Pero Rossi se mueve a las mil maravillas en este circuito australiano. De hecho, se llevó la victoria por delante del balear el año pasado, la segunda de 2014 y la sexta en su palmarés en este Gran Premio, que dominó con mano de hierro de 2001 a 2005. En caso de volver a ganar, además de dar un gran paso hacia la corona, sería un festejo a su carrera mundialista 328, igualando el récord de su compatriota Loris Capirossi y que superará en Sepang (Malasia).

Sin embargo, ninguna de las dos Yamaha se puede despistar con otros rivales, sobre todo los dos pilotos del Repsol Honda, porque las Ducati parece que no consiguen estar delante con facilidad. Dani Pedrosa y Marc Márquez, parece que ahora en este orden, aspiran a ser jueces del campeonato a favor de uno de sus dos rivales.

El de Castellar del Vallés llega a Australia, donde nunca ha ganado en MotoGP, con mucha moral después de su segundo puesto en MotorLand Aragón, dónde le ganó una siempre complicada batalla cuerpo a cuerpo a Rossi, y sobre todo, con su primer triunfo de un año complicado, en Motegi. Estos dos resultados le han hecho subir mucho en la general y su deseo es el de continuar con esta buena dinámica para finalizar entre los cuatro primeros del Mundial, buen resultado después de todos los problemas surgidos a raíz de la operación en su antebrazo.

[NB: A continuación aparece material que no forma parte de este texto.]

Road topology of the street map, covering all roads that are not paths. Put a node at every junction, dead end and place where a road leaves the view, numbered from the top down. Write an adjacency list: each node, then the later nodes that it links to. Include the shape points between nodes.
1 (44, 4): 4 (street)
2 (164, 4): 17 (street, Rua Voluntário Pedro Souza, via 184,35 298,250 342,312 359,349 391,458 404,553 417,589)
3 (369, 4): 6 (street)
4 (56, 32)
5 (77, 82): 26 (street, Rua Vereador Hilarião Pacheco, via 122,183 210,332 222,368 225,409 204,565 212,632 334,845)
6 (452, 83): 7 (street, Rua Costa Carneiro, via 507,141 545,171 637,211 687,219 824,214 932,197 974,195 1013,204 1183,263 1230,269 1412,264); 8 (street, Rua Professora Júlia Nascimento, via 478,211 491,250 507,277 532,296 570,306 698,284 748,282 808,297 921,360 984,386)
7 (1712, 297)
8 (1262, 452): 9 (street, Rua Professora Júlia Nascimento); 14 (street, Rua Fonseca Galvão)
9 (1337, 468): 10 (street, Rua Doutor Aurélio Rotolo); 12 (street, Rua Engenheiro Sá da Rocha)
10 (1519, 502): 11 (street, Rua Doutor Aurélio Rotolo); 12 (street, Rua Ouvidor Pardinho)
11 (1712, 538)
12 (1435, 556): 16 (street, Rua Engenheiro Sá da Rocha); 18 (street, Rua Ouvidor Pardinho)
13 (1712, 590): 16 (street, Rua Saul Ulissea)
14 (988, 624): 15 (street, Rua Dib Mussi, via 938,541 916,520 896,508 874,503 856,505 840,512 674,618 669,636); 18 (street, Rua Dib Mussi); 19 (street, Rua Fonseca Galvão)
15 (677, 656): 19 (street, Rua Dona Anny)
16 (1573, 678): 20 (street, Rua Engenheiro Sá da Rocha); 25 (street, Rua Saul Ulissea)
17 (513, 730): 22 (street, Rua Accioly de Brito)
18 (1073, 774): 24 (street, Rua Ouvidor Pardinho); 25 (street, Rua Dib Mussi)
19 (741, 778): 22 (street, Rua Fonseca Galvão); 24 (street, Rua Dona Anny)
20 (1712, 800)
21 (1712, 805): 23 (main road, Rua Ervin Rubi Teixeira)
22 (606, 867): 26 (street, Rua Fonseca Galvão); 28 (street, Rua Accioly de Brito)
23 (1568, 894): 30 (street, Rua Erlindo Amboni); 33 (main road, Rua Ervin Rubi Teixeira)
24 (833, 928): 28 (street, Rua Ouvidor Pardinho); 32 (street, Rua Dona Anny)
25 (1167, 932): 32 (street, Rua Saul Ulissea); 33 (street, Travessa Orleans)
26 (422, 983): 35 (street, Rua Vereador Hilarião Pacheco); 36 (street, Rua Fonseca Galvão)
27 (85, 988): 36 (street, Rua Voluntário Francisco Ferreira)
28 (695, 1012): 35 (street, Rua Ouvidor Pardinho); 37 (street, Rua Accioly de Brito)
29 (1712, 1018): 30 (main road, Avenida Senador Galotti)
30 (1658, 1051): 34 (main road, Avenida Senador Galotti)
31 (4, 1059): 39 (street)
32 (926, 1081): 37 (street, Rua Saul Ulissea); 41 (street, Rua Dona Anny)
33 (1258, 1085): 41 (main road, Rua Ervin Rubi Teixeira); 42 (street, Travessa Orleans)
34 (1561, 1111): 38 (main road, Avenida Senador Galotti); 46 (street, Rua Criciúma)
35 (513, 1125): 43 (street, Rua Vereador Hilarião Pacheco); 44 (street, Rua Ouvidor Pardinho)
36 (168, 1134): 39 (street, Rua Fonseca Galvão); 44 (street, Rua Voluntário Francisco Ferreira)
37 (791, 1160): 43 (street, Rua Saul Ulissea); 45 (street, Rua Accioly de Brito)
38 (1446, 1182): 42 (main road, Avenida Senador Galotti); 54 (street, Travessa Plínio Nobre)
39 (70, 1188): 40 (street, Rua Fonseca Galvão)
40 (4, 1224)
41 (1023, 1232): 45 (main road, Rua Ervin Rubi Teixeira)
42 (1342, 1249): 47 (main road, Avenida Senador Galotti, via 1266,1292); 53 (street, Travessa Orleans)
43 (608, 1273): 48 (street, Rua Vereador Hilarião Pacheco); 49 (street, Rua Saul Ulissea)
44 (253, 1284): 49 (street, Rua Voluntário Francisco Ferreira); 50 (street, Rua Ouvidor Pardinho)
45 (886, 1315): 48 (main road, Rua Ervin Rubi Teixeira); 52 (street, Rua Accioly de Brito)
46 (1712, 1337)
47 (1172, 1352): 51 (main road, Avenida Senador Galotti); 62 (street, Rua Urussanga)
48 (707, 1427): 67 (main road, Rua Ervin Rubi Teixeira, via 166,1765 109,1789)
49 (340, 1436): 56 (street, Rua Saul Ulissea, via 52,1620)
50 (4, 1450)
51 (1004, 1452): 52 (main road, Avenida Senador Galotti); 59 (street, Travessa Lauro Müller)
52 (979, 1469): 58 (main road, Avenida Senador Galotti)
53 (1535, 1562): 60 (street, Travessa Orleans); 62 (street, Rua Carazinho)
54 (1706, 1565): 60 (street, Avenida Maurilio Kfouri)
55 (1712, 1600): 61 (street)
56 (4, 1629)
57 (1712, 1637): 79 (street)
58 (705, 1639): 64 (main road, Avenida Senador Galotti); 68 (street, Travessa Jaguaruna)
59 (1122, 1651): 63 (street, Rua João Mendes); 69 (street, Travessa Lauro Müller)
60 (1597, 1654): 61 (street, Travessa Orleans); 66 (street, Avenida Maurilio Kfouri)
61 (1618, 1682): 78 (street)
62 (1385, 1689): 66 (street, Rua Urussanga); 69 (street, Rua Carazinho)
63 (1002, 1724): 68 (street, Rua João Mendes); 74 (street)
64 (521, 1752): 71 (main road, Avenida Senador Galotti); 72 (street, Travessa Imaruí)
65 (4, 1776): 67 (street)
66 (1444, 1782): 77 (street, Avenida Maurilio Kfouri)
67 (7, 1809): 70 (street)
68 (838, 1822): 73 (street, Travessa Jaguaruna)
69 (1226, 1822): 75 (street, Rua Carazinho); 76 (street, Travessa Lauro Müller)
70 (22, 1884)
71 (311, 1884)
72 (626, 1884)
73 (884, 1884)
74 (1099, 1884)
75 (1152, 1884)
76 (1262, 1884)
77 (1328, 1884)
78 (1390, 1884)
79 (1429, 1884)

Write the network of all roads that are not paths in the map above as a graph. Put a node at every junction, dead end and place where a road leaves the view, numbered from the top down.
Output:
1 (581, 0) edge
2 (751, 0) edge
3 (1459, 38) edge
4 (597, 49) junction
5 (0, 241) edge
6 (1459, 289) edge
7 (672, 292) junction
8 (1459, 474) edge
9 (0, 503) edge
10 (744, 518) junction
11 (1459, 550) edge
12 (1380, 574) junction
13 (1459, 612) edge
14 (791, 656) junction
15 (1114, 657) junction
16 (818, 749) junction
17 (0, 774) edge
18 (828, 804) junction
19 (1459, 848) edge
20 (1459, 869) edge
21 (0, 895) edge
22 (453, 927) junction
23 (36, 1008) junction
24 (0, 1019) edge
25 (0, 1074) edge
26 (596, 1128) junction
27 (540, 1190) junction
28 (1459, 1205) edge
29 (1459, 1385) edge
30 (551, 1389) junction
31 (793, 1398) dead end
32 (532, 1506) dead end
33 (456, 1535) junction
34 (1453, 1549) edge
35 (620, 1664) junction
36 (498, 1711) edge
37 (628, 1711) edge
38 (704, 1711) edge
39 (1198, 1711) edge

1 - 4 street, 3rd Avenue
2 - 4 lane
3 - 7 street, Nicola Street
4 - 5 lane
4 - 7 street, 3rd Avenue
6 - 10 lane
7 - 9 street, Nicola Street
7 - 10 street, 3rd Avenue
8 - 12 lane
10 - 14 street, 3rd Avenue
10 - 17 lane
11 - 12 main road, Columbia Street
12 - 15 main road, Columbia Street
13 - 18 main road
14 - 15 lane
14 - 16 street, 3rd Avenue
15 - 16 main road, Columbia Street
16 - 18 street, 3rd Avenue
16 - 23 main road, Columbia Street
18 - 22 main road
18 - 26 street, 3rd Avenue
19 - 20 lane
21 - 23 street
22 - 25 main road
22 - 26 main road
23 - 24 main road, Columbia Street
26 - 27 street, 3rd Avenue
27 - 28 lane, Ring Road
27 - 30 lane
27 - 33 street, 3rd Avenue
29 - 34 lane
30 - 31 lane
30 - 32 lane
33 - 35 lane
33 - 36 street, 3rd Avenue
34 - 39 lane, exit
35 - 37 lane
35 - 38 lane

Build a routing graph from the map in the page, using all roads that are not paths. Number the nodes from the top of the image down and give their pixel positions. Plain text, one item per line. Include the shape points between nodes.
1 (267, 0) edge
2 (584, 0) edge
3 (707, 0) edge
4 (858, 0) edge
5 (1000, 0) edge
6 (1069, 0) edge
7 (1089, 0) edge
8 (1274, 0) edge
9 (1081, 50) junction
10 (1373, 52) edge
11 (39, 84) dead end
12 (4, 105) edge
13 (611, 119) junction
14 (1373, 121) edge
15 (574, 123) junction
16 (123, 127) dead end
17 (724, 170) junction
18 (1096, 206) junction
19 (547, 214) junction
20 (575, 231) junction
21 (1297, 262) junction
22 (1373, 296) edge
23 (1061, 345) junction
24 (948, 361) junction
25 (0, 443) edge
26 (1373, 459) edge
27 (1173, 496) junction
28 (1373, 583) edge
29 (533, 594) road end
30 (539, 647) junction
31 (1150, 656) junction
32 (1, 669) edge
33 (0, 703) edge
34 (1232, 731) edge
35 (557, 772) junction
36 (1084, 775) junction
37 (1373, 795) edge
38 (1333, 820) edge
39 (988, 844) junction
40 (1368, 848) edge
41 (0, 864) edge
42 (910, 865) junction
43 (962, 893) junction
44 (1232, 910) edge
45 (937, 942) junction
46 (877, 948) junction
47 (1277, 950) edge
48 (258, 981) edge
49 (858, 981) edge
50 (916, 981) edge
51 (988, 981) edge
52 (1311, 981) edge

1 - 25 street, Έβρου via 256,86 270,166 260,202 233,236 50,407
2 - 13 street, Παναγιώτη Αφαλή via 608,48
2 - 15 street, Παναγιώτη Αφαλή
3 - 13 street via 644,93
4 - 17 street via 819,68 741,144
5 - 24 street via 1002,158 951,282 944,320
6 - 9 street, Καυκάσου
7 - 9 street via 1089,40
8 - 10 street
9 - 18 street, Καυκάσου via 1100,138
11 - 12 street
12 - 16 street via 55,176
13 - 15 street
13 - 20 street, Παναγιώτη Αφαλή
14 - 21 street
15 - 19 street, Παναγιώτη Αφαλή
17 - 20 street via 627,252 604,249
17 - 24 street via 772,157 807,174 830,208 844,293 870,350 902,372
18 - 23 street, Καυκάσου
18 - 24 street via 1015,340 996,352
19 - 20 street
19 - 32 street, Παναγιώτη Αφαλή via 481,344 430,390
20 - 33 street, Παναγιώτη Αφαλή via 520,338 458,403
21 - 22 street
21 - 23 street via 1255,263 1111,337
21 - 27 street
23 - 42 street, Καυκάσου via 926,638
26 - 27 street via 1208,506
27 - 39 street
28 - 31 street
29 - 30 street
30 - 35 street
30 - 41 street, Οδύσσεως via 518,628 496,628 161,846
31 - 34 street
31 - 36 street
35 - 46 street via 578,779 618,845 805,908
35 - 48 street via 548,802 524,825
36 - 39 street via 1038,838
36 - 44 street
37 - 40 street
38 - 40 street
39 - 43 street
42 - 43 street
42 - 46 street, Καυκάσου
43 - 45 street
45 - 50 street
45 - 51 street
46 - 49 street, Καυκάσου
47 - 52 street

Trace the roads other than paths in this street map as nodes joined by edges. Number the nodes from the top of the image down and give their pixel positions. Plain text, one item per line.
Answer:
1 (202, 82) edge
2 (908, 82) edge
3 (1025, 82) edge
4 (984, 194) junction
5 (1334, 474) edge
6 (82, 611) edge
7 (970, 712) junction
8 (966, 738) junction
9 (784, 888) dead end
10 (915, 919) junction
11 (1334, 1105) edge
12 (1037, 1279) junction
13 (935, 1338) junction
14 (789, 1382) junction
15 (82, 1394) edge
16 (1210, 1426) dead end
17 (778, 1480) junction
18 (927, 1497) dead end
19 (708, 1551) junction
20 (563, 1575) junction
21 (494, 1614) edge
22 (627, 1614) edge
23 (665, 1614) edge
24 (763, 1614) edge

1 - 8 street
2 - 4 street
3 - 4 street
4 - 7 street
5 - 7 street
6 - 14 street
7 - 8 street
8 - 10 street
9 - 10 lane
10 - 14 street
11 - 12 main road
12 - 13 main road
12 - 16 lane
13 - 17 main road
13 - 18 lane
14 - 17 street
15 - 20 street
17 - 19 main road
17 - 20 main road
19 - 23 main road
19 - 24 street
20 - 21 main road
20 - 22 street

El catalán, sexto, está a 18 puntos del italiano Andrea Iannone (Ducati) y con dos y cuatro de ventaja sobre el británico Bradley Smith (Yamaha) y el italiano Andrea Dovizioso, y en el caso de sumar un nuevo podio, superaría los 139 logrados por el mito Ángel Nieto, al que alcanzó el pasado domingo.

Márquez, cuarto, está más lejos (45 puntos), por lo que parece que el ilerdense finalizará su también problemático año en el podio mundialista. De todos modos, el todavía actual campeón de la categoría 'reina' no quiere convertirse en un mero espectador y tratará, al igual que su compañero, de convertirse en enemigo no deseado de Rossi y Lorenzo.

El de Cervera fue cuarto en Japón pese al dolor en su mano y ahora, mucho más mejorado en este aspecto, intentará pelear por la que sería su primera victoria en Phillip Island, circuito donde todavía no ha puntuado en MotoGP y ha vivido situaciones raras como su descalificación en 2013.